— Work to be completed —
Reprint every line of the data, keeping each character intact.
··· Supplied records ···
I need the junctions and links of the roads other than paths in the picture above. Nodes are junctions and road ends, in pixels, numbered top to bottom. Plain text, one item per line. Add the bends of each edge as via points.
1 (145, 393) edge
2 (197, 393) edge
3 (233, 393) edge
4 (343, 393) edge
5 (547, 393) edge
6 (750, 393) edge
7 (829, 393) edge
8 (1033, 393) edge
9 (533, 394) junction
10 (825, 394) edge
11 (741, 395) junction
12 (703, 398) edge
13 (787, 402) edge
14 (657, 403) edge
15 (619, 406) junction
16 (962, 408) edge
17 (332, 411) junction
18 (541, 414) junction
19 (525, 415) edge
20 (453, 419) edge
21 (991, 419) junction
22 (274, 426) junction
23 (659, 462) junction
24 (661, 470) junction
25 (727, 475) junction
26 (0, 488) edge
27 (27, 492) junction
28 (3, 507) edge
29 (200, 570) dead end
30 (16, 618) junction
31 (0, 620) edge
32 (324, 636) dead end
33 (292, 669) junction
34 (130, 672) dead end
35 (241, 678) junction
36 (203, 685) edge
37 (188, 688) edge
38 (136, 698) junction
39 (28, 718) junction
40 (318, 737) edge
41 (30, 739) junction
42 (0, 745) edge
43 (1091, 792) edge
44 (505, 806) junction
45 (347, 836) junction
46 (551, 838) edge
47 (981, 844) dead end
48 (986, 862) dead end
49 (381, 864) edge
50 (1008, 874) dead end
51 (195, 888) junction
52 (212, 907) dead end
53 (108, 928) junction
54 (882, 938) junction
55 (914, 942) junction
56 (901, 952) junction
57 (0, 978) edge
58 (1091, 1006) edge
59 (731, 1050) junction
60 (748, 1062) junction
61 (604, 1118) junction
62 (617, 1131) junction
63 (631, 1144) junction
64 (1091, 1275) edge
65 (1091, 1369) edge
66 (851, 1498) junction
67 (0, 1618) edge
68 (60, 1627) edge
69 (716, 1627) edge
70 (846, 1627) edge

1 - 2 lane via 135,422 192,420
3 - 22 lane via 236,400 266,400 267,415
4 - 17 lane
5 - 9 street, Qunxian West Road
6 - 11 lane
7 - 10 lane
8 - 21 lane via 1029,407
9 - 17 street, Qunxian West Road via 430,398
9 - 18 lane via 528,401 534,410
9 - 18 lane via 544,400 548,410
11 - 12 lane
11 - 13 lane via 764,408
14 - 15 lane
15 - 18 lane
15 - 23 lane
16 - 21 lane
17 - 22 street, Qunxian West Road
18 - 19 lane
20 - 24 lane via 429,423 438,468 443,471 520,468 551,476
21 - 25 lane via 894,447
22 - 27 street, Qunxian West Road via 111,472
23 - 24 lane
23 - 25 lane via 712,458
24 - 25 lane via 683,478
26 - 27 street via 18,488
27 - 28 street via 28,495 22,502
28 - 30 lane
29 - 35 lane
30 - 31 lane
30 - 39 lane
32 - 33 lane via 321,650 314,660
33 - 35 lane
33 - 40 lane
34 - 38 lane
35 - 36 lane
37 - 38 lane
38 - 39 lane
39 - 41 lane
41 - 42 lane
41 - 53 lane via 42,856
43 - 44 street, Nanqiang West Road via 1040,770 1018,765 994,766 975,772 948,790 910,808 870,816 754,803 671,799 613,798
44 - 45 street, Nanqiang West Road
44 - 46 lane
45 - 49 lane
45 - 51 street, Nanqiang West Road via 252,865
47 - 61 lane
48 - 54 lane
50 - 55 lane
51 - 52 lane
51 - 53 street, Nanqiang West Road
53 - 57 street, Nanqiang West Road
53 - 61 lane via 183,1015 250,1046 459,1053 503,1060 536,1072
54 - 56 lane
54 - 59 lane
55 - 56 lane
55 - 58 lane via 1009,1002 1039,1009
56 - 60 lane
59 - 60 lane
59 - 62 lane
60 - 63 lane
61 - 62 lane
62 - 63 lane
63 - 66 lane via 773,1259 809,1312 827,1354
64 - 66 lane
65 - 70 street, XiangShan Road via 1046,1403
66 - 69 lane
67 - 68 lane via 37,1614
···
— Task result —
I need the junctions and links of the roads other than paths in the picture above. Nodes are junctions and road ends, in pixels, numbered top to bottom. Plain text, one item per line. Add the bends of each edge as via points.
1 (145, 393) edge
2 (197, 393) edge
3 (233, 393) edge
4 (343, 393) edge
5 (547, 393) edge
6 (750, 393) edge
7 (829, 393) edge
8 (1033, 393) edge
9 (533, 394) junction
10 (825, 394) edge
11 (741, 395) junction
12 (703, 398) edge
13 (787, 402) edge
14 (657, 403) edge
15 (619, 406) junction
16 (962, 408) edge
17 (332, 411) junction
18 (541, 414) junction
19 (525, 415) edge
20 (453, 419) edge
21 (991, 419) junction
22 (274, 426) junction
23 (659, 462) junction
24 (661, 470) junction
25 (727, 475) junction
26 (0, 488) edge
27 (27, 492) junction
28 (3, 507) edge
29 (200, 570) dead end
30 (16, 618) junction
31 (0, 620) edge
32 (324, 636) dead end
33 (292, 669) junction
34 (130, 672) dead end
35 (241, 678) junction
36 (203, 685) edge
37 (188, 688) edge
38 (136, 698) junction
39 (28, 718) junction
40 (318, 737) edge
41 (30, 739) junction
42 (0, 745) edge
43 (1091, 792) edge
44 (505, 806) junction
45 (347, 836) junction
46 (551, 838) edge
47 (981, 844) dead end
48 (986, 862) dead end
49 (381, 864) edge
50 (1008, 874) dead end
51 (195, 888) junction
52 (212, 907) dead end
53 (108, 928) junction
54 (882, 938) junction
55 (914, 942) junction
56 (901, 952) junction
57 (0, 978) edge
58 (1091, 1006) edge
59 (731, 1050) junction
60 (748, 1062) junction
61 (604, 1118) junction
62 (617, 1131) junction
63 (631, 1144) junction
64 (1091, 1275) edge
65 (1091, 1369) edge
66 (851, 1498) junction
67 (0, 1618) edge
68 (60, 1627) edge
69 (716, 1627) edge
70 (846, 1627) edge

1 - 2 lane via 135,422 192,420
3 - 22 lane via 236,400 266,400 267,415
4 - 17 lane
5 - 9 street, Qunxian West Road
6 - 11 lane
7 - 10 lane
8 - 21 lane via 1029,407
9 - 17 street, Qunxian West Road via 430,398
9 - 18 lane via 528,401 534,410
9 - 18 lane via 544,400 548,410
11 - 12 lane
11 - 13 lane via 764,408
14 - 15 lane
15 - 18 lane
15 - 23 lane
16 - 21 lane
17 - 22 street, Qunxian West Road
18 - 19 lane
20 - 24 lane via 429,423 438,468 443,471 520,468 551,476
21 - 25 lane via 894,447
22 - 27 street, Qunxian West Road via 111,472
23 - 24 lane
23 - 25 lane via 712,458
24 - 25 lane via 683,478
26 - 27 street via 18,488
27 - 28 street via 28,495 22,502
28 - 30 lane
29 - 35 lane
30 - 31 lane
30 - 39 lane
32 - 33 lane via 321,650 314,660
33 - 35 lane
33 - 40 lane
34 - 38 lane
35 - 36 lane
37 - 38 lane
38 - 39 lane
39 - 41 lane
41 - 42 lane
41 - 53 lane via 42,856
43 - 44 street, Nanqiang West Road via 1040,770 1018,765 994,766 975,772 948,790 910,808 870,816 754,803 671,799 613,798
44 - 45 street, Nanqiang West Road
44 - 46 lane
45 - 49 lane
45 - 51 street, Nanqiang West Road via 252,865
47 - 61 lane
48 - 54 lane
50 - 55 lane
51 - 52 lane
51 - 53 street, Nanqiang West Road
53 - 57 street, Nanqiang West Road
53 - 61 lane via 183,1015 250,1046 459,1053 503,1060 536,1072
54 - 56 lane
54 - 59 lane
55 - 56 lane
55 - 58 lane via 1009,1002 1039,1009
56 - 60 lane
59 - 60 lane
59 - 62 lane
60 - 63 lane
61 - 62 lane
62 - 63 lane
63 - 66 lane via 773,1259 809,1312 827,1354
64 - 66 lane
65 - 70 street, XiangShan Road via 1046,1403
66 - 69 lane
67 - 68 lane via 37,1614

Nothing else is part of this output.